Nesse sentido, fora aprovado o Enunciado n. 8 da Jornada Nacional de Execução Trabalhista, in verbis:

AÇÕES COLETIVAS. LIQUIDAÇÃO DE SENTENÇA. Na liquidação de sentença nas ações coletivas para tutela de interesses individuais homogêneos (substituição processual), aplica-se o microssistema do processo coletivo brasileiro (Constituição Federal art. 8º, 129, III, § 1º; Lei n. 7.347/1985 e Lei n. 8.078/1990).

Como os destinatários do direito fixados na sentença genérica não estão identificados, tampouco a extensão do direito de cada um deles, há necessidade de se realizar a liquidação por artigos.

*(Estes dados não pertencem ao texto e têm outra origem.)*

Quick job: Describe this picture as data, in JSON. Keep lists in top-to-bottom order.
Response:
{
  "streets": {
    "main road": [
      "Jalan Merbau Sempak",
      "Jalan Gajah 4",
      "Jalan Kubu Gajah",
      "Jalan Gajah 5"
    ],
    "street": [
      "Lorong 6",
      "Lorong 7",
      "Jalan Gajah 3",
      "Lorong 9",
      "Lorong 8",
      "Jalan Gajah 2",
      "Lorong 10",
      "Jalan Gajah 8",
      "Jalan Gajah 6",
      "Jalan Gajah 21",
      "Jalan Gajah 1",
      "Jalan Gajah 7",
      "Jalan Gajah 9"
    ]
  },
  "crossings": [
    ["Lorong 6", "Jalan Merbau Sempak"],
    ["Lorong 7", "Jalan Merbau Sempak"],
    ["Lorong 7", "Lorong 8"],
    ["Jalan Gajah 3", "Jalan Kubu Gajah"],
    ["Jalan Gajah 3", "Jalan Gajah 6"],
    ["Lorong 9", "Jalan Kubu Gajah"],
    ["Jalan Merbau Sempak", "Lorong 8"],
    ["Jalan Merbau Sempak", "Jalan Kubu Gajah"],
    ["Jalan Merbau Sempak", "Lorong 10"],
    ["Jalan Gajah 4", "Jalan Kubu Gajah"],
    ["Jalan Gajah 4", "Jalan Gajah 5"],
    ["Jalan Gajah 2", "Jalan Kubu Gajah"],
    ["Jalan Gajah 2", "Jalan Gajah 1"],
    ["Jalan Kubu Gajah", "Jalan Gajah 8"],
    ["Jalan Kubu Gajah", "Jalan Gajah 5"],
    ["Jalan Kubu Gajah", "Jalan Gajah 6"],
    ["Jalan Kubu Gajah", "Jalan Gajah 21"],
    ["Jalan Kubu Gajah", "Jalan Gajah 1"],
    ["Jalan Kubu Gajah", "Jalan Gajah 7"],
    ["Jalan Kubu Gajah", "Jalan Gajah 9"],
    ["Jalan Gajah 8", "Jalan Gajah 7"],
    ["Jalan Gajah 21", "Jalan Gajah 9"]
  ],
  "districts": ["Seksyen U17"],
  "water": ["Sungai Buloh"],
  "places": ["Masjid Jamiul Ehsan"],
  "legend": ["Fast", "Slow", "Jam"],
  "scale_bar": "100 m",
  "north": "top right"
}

A Consolidação das Leis do Trabalho admite a liquidação por artigos (art. 879, caput), mas não disciplina seu procedimento. Portanto, necessário recorrer ao Código de Processo Civil (art. 769 da CLT).

Assevera o art. 509, II, do CPC:

Quando a sentença condenar ao pagamento de quantia ilíquida, proceder-se-á à sua liquidação, a requerimento do credor ou do devedor:

(...) II - pelo procedimento comum, quando houver necessidade de alegar e provar fato novo.

O CPC de 2015 substitui a expressão liquidação por artigos, consagrada no CPC anterior, por liquidação pelo procedimento comum. Entretanto, manteve a mesma sistemática do procedimento.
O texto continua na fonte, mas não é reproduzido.